I smiled at the small Asian woman across from me in the crack. She's using a cane and I wondered how she managed. She looked away quickly and grabbed ahold of her backpack more tightly. 

This is a study in people not making eye contact. The lake is fogged in and we're in the netherworld. The guy across from me is alive, talking into his earbuds and making fleeting eye contact. I wonder if I look crazy. I'm in my usual uniform, blue jeans, tshirt, fleece vest, hoodie, bright red rain coat that can be seen from space, and my hiking boots. I carry my backpack. Most of these people wear jeans, sneakers, Goretex, and backpacks. I guess I look okay. 

We're in Seattle. That was quick! Before she got off at the International District, the small Asian woman looked up and gave me a quick smile. 

Now, I just have to get off at the right stop. Should be easy, but .....

My mappy thing on my iPhone doesn't work down here in the tunnels. Crap! And the eye contact thing stops me from asking a friendly question.   At least the recorded messages say things like "Seattle Public Library, Seattle Art Museum ."

When I got to street level, I knew not to stand there looking disoriented. A lady with a grocery cart started walking toward me and I moved more quickly and made a U-turn. It was the right direction. For a minute, I put my back against the foyer window of a MacDonalds while my iPhone told me where I was and calculated the destination to the courthouse, walking. Life is so much easier having the mappy thing on my iPhone. 
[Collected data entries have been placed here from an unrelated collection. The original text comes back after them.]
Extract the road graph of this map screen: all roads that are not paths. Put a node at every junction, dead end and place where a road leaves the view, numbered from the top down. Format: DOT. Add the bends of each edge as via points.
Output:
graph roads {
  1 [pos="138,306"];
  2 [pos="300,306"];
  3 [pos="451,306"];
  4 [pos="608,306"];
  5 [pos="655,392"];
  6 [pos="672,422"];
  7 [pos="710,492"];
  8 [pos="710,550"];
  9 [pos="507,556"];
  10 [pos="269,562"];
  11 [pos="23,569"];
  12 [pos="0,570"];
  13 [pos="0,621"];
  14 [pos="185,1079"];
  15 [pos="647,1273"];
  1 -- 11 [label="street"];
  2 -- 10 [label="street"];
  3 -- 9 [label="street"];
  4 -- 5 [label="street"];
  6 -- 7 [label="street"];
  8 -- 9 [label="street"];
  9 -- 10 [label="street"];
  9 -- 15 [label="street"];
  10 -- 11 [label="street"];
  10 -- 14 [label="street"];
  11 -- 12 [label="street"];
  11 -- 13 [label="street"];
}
No problem. Five minutes later, I was at the security checkpoint at the courthouse where the nice but bemused security guy told me I couldn't bring liquids into the building. I wonder if they'll let me have my three ounces on Tuesday? 

So now, I'm at my true destination - Starbucks. 

I might wander around and look for a bookstore, but that might be futile and old fashioned. 

I'll let you know if I have trouble getting home.